たまに飯食いに行くだけやし。それ以外であんま外出えへんし。
「まーっ黒だった」
ちょっと見せてもらった資料をまるっと写させてもらった。
「違法の『魔闘剤』なんかも大量にストックされてたな。少しだけ拝借して成分調べてみたから間違いない。あ、これ証拠な」
魔闘剤っていうのはようするに身体強化を促す薬なんだけどあまりにも副作用と依存性が強いってことで違法薬物扱いになっている。
なんでもそれを飲めば全ステータスが50パーセント上がるらしい。
俺のスキルの暴食と比べたら全然少ないけど、この世界じゃここまであげるのは相当難しい。
暴食のスキルがゴロゴロ転がってるとも思えないしな。
「で、その商会を監視してたらどうもそれっぽい会話が聞こえてきたんだよね。次の闇取引の時間の話だと思う」
「本当ですか⁉」
「とはいっても罠かもしれないからな。直接は乗り込まない。今探ってるところだ」
裏オークションは違法だ。たった一つの商品で国が買えるほどの金が動く。しかも盗品も多いしな。

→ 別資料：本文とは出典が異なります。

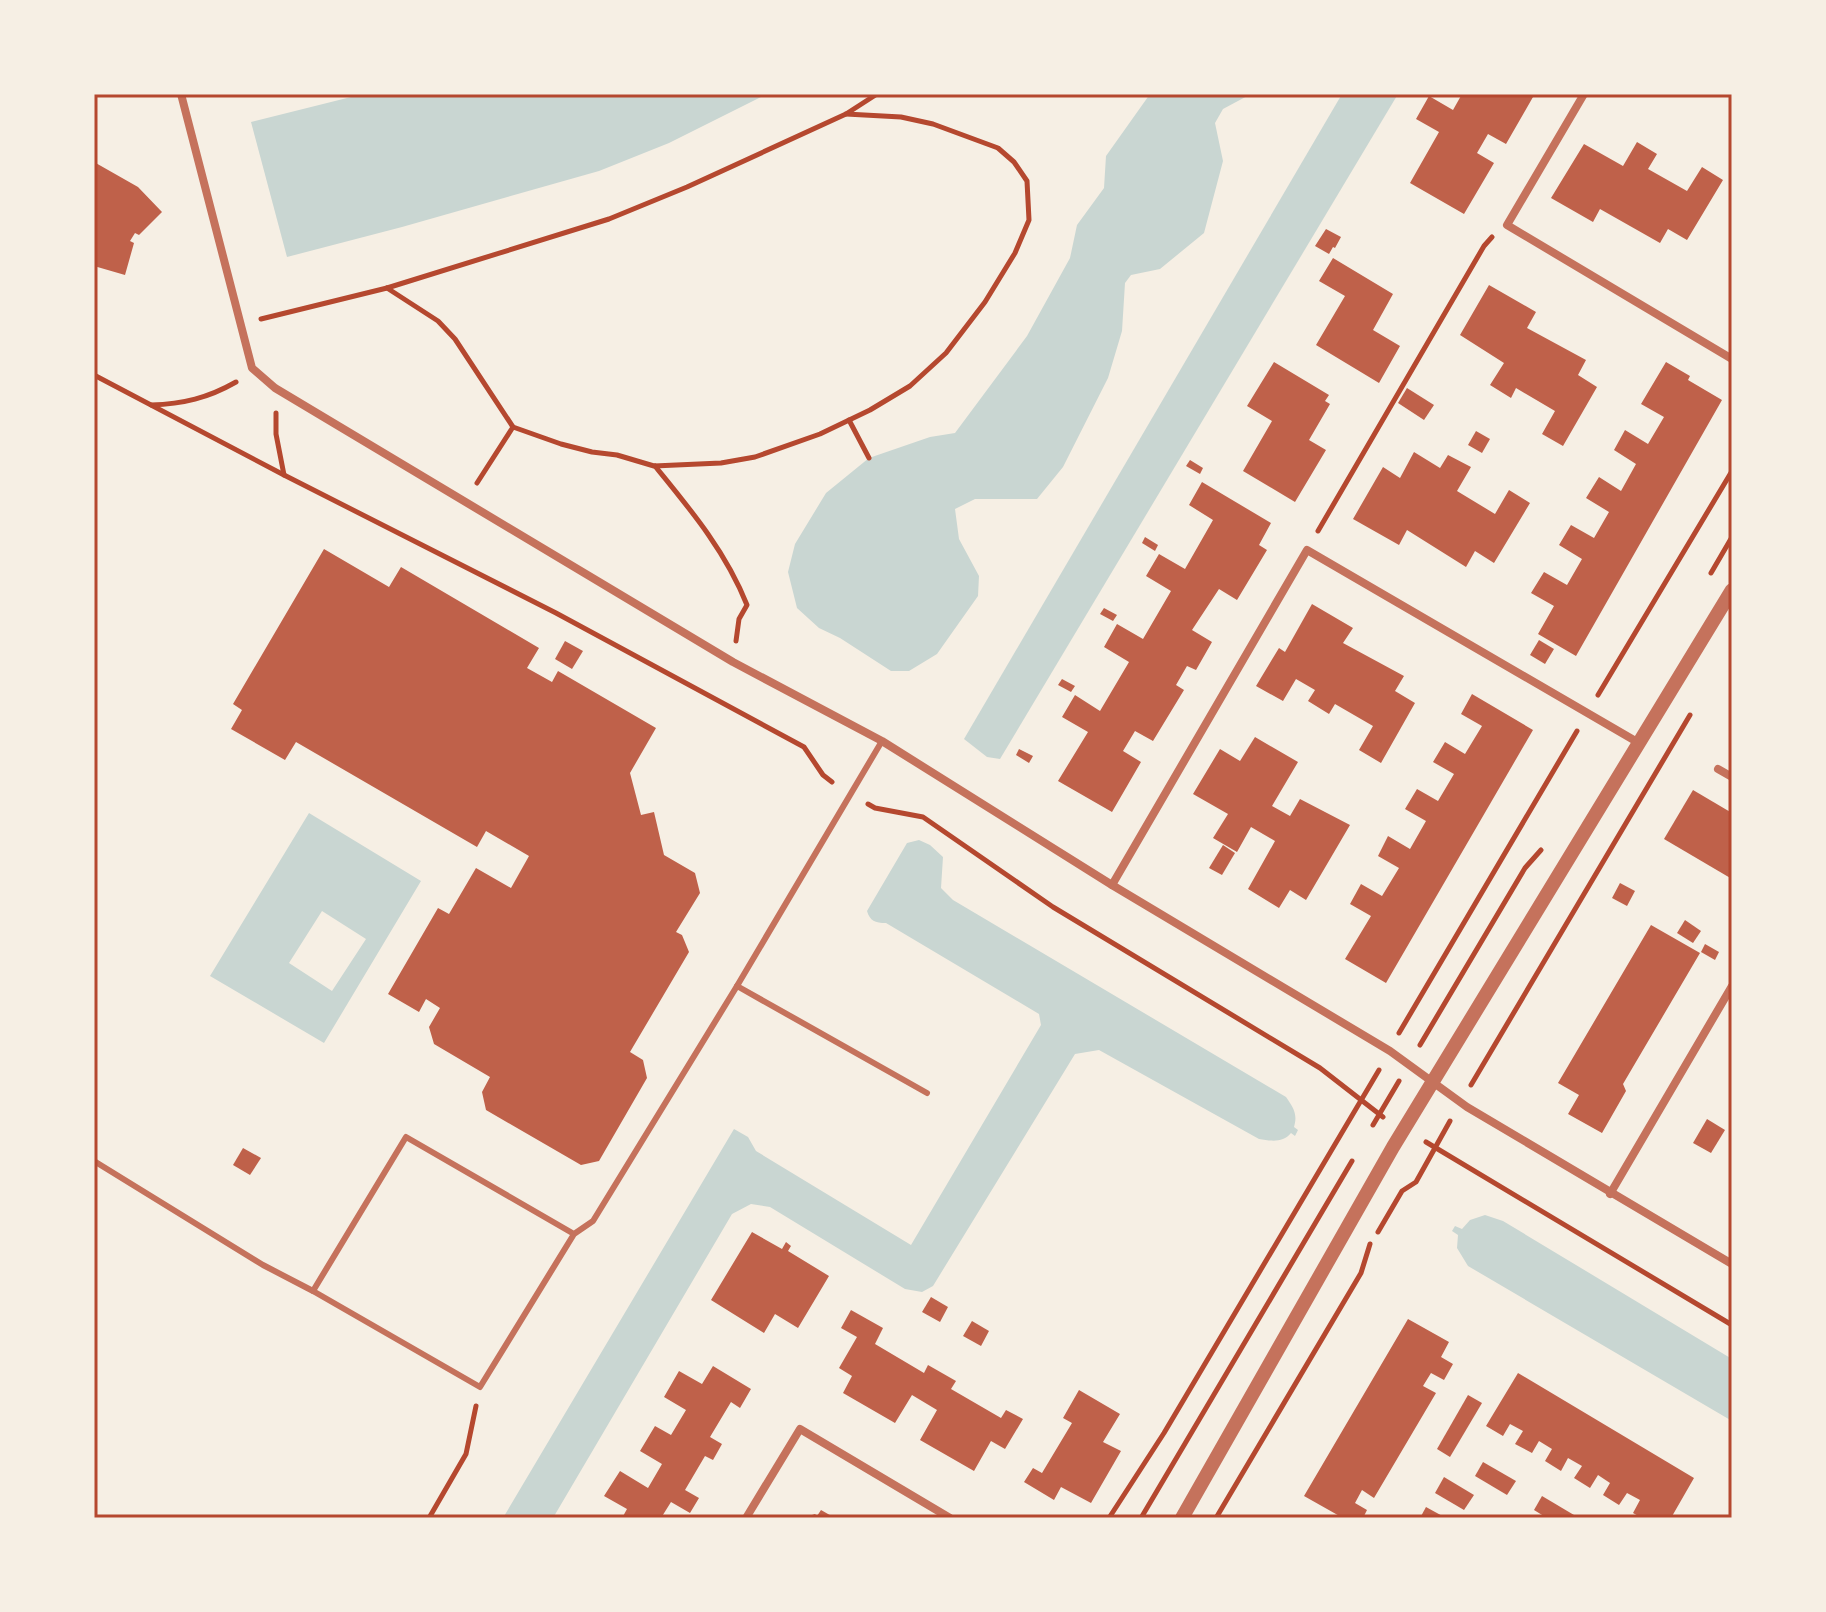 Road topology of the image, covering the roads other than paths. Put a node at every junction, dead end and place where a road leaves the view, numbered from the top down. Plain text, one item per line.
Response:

とりあえずアニマルゴーレム達を忍び込ませておいたけど、どうなるかはまだ判らん。
「一応尻尾つかめそうだったら報告する」
「うむ。頼むぞ」
その後も幾つか話をしてその都度お金を貰いました。
「で、個人的な報告。そろそろあっちでも仕事始めることにするから暫く連絡とれなくなると思う」
「そうか……誰を連れて行く気じゃ?」
「……とりあえず一人で行こうと思う。問題なさそうだったらライトでも呼ぼうとは思うけど、気づいたら死んでましたって事もあり得ない訳じゃないから……」
あっちの国では俺は異物でしかない。人間ではなく希少種族だから疎まれることはないかもしれないけどその分どこに行っても好奇の目に晒されるのは間違いない。
純血でなくとも鬼族だ。殺される危険も大きいがそれ以上に捕まって売り飛ばされる可能性が高い。

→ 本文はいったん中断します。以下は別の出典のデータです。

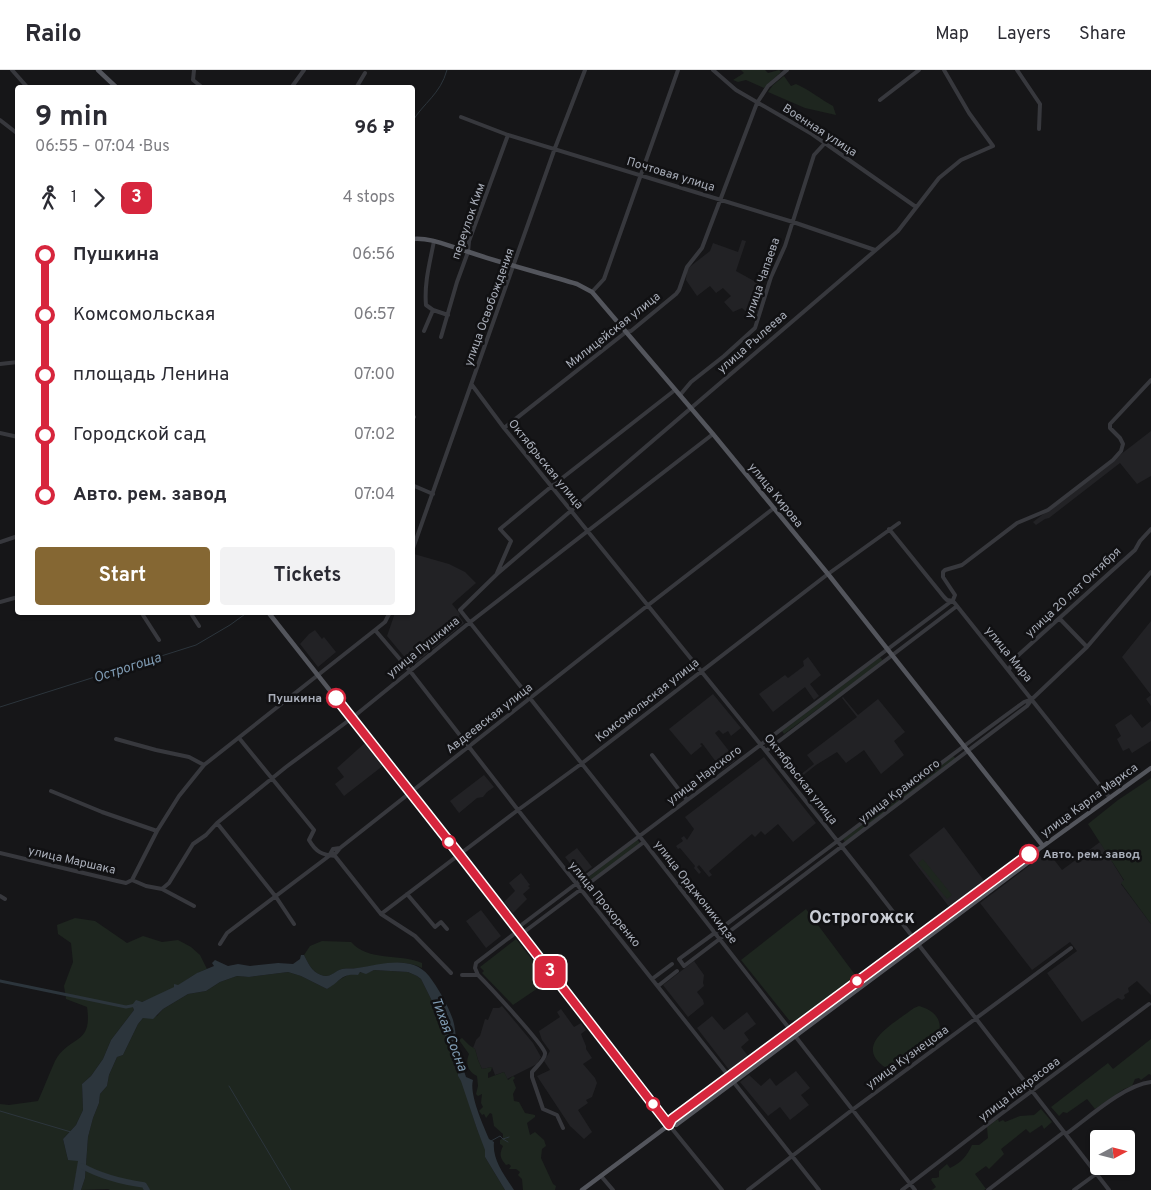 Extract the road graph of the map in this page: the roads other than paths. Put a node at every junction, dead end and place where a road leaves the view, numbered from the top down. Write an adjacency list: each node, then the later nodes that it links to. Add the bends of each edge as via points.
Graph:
1 (12, 70): 13 (street)
2 (98, 70): 14 (main road)
3 (194, 70): 15 (street, via 193,80)
4 (304, 70): 16 (street)
5 (585, 70): 26 (street, улица Освобождения)
6 (678, 70): 27 (street)
7 (713, 70): 19 (street, Военная улица)
8 (919, 70): 18 (street)
9 (944, 70): 29 (street, улица Рылеева, via 993,146 961,160 939,178)
10 (1017, 70): 22 (street, via 1040,104)
11 (786, 71): 19 (street, Милицейская улица, via 768,86)
12 (365, 73): 17 (street)
13 (25, 85)
14 (114, 85)
15 (199, 85)
16 (293, 85)
17 (358, 85)
18 (880, 100)
19 (757, 103): 25 (street, Военная улица); 28 (street, Милицейская улица)
20 (461, 117): 24 (street, Почтовая улица)
21 (0, 120): 23 (street)
22 (1038, 129)
23 (15, 132)
24 (508, 134): 26 (street, Почтовая улица); 34 (street, переулок Ким, via 469,241)
25 (825, 143): 29 (street, Военная улица); 30 (street, улица Чапаева, via 814,155)
26 (555, 148): 27 (street, Почтовая улица); 35 (street, улица Освобождения)
27 (641, 176): 28 (street, Почтовая улица); 36 (street, via 604,279)
28 (721, 200): 30 (street, Почтовая улица); 40 (street, Милицейская улица, via 702,248 687,266 679,290)
29 (916, 207): 33 (street, улица Рылеева, via 898,231)
30 (792, 222): 33 (street, Почтовая улица); 47 (street, улица Чапаева, via 755,328)
31 (415, 239): 32 (main road, улица Кирова)
32 (434, 241): 34 (main road, улица Кирова); 37 (street, via 425,293 426,305)
33 (875, 250): 48 (street, улица Рылеева)
34 (468, 252): 35 (main road, улица Кирова); 38 (street, переулок Ким)
35 (514, 266): 36 (main road, улица Кирова, via 577,284); 45 (street, улица Освобождения)
36 (592, 292): 40 (main road, улица Кирова)
37 (433, 310): 38 (street); 39 (street)
38 (448, 315): 41 (street, переулок Ким)
39 (424, 331)
40 (626, 332): 46 (main road, улица Кирова); 49 (street, Милицейская улица)
41 (441, 337)
42 (15, 362): 43 (street)
43 (0, 364)
44 (1151, 380): 69 (street, via 1110,424 1123,442 1116,457 1048,510 1017,523 962,565 943,572 955,595)
45 (472, 385): 49 (street, Октябрьская улица); 55 (street, улица Освобождения)
46 (675, 390): 47 (main road, улица Кирова); 54 (street)
47 (680, 395): 48 (main road, улица Кирова)
48 (690, 408): 51 (main road, улица Кирова); 57 (street, улица Рылеева)
49 (504, 428): 54 (street, Октябрьская улица)
50 (0, 433): 52 (street)
51 (713, 434): 56 (main road, улица Кирова); 61 (street, улица Пушкина)
52 (15, 437)
53 (415, 486): 55 (street)
54 (552, 486): 57 (street, Октябрьская улица); 66 (street, via 500,529 511,541)
55 (433, 494): 64 (street, улица Освобождения)
56 (774, 508): 67 (main road, улица Кирова); 71 (street, Авдеевская улица)
57 (571, 512): 61 (street, Октябрьская улица); 66 (street, улица Рылеева)
58 (899, 522): 59 (street, Комсомольская улица)
59 (889, 529): 67 (street, Комсомольская улица); 69 (street, улица Мира, via 947,600)
60 (1151, 529): 78 (street, улица 20 лет Октября, via 1135,550)
61 (588, 532): 71 (street, Октябрьская улица); 79 (street, улица Пушкина)
62 (15, 537): 63 (street)
63 (0, 542)
64 (415, 543)
65 (1151, 572): 83 (street, улица Крамского)
66 (497, 574): 73 (street, улица Рылеева)
67 (828, 574): 84 (main road, улица Кирова); 88 (street, Комсомольская улица)
68 (15, 598): 70 (street)
69 (953, 600): 72 (street, улица Мира); 84 (street, улица Нарского)
70 (0, 602)
71 (647, 606): 88 (street, Октябрьская улица); 90 (street, Авдеевская улица)
72 (957, 606): 85 (street); 86 (street, улица Мира)
73 (460, 608): 79 (street, улица Орджоникидзе)
74 (143, 615): 82 (street)
75 (192, 615): 80 (street)
76 (270, 615): 89 (main road)
77 (388, 615): 81 (street)
78 (1060, 619): 83 (street); 86 (street, улица 20 лет Октября, via 1013,660)
79 (469, 623): 87 (street, улица Пушкина); 90 (street, улица Орджоникидзе)
80 (199, 626)
81 (376, 630): 87 (street, улица Прохоренко); 89 (street)
82 (159, 640)
83 (1087, 647): 91 (street, улица Крамского)
84 (887, 649): 85 (main road, улица Кирова); 95 (street, улица Нарского)
85 (892, 656): 96 (main road, улица Кирова); 98 (street)
86 (1009, 670): 91 (street, улица Мира)
87 (410, 671): 92 (street, улица Пушкина); 97 (street, улица Прохоренко)
88 (701, 671): 95 (street, Октябрьская улица); 101 (street, Комсомольская улица)
89 (318, 676): 92 (main road); 93 (street)
90 (530, 699): 97 (street, Авдеевская улица); 101 (street, улица Орджоникидзе)
91 (1032, 699): 96 (street, улица Крамского); 99 (street, улица Крамского); 107 (street, улица Мира)
92 (352, 718): 104 (street, улица Пушкина); 106 (main road)
93 (239, 738): 102 (street); 104 (street)
94 (116, 739): 102 (street, via 189,757)
95 (761, 745): 98 (street, Октябрьская улица); 108 (street, улица Нарского)
96 (963, 745): 99 (main road, улица Кирова); 114 (street, улица Крамского)
97 (468, 747): 106 (street, Авдеевская улица); 109 (street, улица Прохоренко)
98 (766, 751): 114 (street, Октябрьская улица)
99 (968, 751): 115 (street, улица Крамского); 116 (main road, улица Кирова)
100 (652, 755): 108 (street)
101 (581, 764): 109 (street, Комсомольская улица); 112 (street, улица Орджоникидзе)
102 (204, 765): 111 (street)
103 (1151, 768): 107 (main road, улица Карла Маркса)
104 (273, 779): 110 (street, улица Пушкина); 119 (street, via 314,830 309,838 314,848)
105 (51, 791): 111 (street)
106 (410, 792): 118 (main road); 119 (street, Авдеевская улица)
107 (1110, 798): 116 (main road, улица Карла Маркса)
108 (687, 800): 112 (street, улица Нарского)
109 (518, 810): 118 (street, Комсомольская улица); 121 (street, улица Прохоренко)
110 (217, 823): 122 (street, улица Пушкина, via 193,844); 128 (street)
111 (157, 831): 120 (street)
112 (640, 836): 113 (street, улица Орджоникидзе); 121 (street, улица Нарского)
113 (644, 842): 123 (street, улица Нарского); 135 (street, улица Орджоникидзе)
114 (838, 842): 115 (street, Октябрьская улица); 124 (street, улица Крамского)
115 (842, 847): 127 (street, улица Крамского); 137 (street, Октябрьская улица)
116 (1041, 847): 137 (main road, улица Карла Маркса); 139 (main road, улица Карла Маркса, via 1034,858)
117 (0, 853): 120 (street, улица Маршака, via 126,883)
118 (459, 854): 125 (street, Комсомольская улица); 134 (main road)
119 (329, 856): 128 (street, Авдеевская улица); 131 (street, via 336,856)
120 (132, 880): 122 (street, улица Маршака)
121 (577, 884): 123 (street, улица Прохоренко); 134 (street, улица Нарского, via 520,926)
122 (162, 889): 130 (street, улица Маршака)
123 (581, 890): 134 (street, улица Нарского, via 524,932); 148 (street, улица Прохоренко)
124 (772, 891): 127 (street); 135 (street, улица Крамского)
125 (407, 894): 131 (street, Комсомольская улица); 133 (street, via 435,927 441,922)
126 (0, 896): 129 (street)
127 (776, 896): 136 (street, улица Крамского)
128 (276, 897): 132 (street); 138 (street, Авдеевская улица, via 227,934)
129 (5, 899)
130 (194, 906)
131 (381, 914): 144 (street, via 415,936)
132 (294, 924)
133 (447, 929)
134 (518, 931): 145 (street, улица Нарского, via 479,960 475,966); 159 (main road)
135 (715, 933): 136 (street, улица Орджоникидзе); 136 (street, улица Крамского, via 679,959 684,966)
136 (719, 938): 152 (street, улица Орджоникидзе)
137 (914, 939): 139 (street, Октябрьская улица); 143 (main road, улица Карла Маркса)
138 (220, 944)
139 (918, 944): 147 (main road, улица Карла Маркса); 151 (street, Октябрьская улица)
140 (1071, 948): 151 (street, улица Кузнецова)
141 (672, 964): 148 (street)
142 (677, 971): 149 (street)
143 (871, 971): 147 (main road); 152 (main road, улица Карла Маркса)
144 (451, 973)
145 (478, 974): 146 (street); 160 (street, via 544,1052 532,1077 543,1109 557,1115)
146 (462, 975)
147 (876, 976): 153 (main road, улица Карла Маркса)
148 (652, 979): 149 (street, улица Прохоренко)
149 (658, 986): 154 (street, улица Прохоренко)
150 (1150, 1004): 157 (street, улица Некрасова)
151 (975, 1019): 157 (street, Октябрьская улица); 158 (street, улица Кузнецова)
152 (791, 1031): 153 (street, улица Орджоникидзе); 154 (main road, улица Карла Маркса)
153 (796, 1036): 155 (main road, улица Карла Маркса); 158 (street, улица Орджоникидзе)
154 (730, 1076): 155 (street, улица Прохоренко); 159 (main road, улица Карла Маркса, via 672,1119)
155 (734, 1082): 159 (main road, улица Карла Маркса, via 676,1125); 162 (street, улица Прохоренко)
156 (1151, 1082): 161 (street, via 1125,1091)
157 (1033, 1092): 161 (street, Октябрьская улица); 168 (street, улица Некрасова)
158 (852, 1110): 162 (street, улица Кузнецова); 168 (street, улица Орджоникидзе)
159 (670, 1125): 166 (main road, улица Карла Маркса); 171 (street)
160 (563, 1128)
161 (1065, 1133): 163 (street, Октябрьская улица); 177 (street)
162 (793, 1156): 167 (street, улица Кузнецова); 174 (street, улица Прохоренко)
163 (1090, 1166)
164 (1095, 1175): 178 (street)
165 (1097, 1175): 179 (street, Октябрьская улица)
166 (601, 1176): 169 (main road, улица Карла Маркса); 170 (street)
167 (755, 1184): 172 (street, улица Кузнецова); 173 (street)
168 (910, 1184): 175 (street, улица Некрасова); 176 (street, улица Орджоникидзе)
169 (582, 1190)
170 (613, 1190)
171 (722, 1190)
172 (748, 1190)
173 (760, 1190)
174 (819, 1190)
175 (902, 1190)
176 (916, 1190)
177 (988, 1190)
178 (1074, 1190)
179 (1109, 1190)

かといってアニマルゴーレム達だけでは到底仕事にならない。人に話し掛けて噂を引き出すことも出来ないからな。
「とりあえず通常業務は家族に任せようと思う。何かあったらソウル達を頼ってくれ」
何があるかわからない恐怖を背負うのは最初にそれに足を踏み入れた者だ。
今までも何度か魔族国に行ったことはある。ただ、さらっと見て帰ってきたくらいしか滞在してないから仕事はこれが初めてだ。
「さてと、そろそろ俺は帰るとするよ。またどうぞご贔屓に」
硬貨の詰まった袋を鞄に入れる。ああ、そうだ。一言いっておかなきゃいけなかったんだ。
「それと、じっちゃん。………もし俺が死んでも下手に戦争に走らないでよ? 人が一人死んだってだけではなにか変わってはいけないんだから」
沢山の命の上に俺は立っている。
それは要するに他人の命に生かされているってことだ。
それだけの命と時間を浪費して締結した条約。俺が死んだってだけで破棄できるほど薄いものではない。
もし俺が死んだなら、俺が悪いんだ。条約は悪くない。
俺の弱さで俺が死ぬ。ただそれだけで停戦をしたという結果を恨んではいけない。
「俺は大丈夫だからさ」
金平糖擬きを咀嚼して飲み込む。
ほんのり蜂蜜のような香りがまだ口のなかで漂っていた。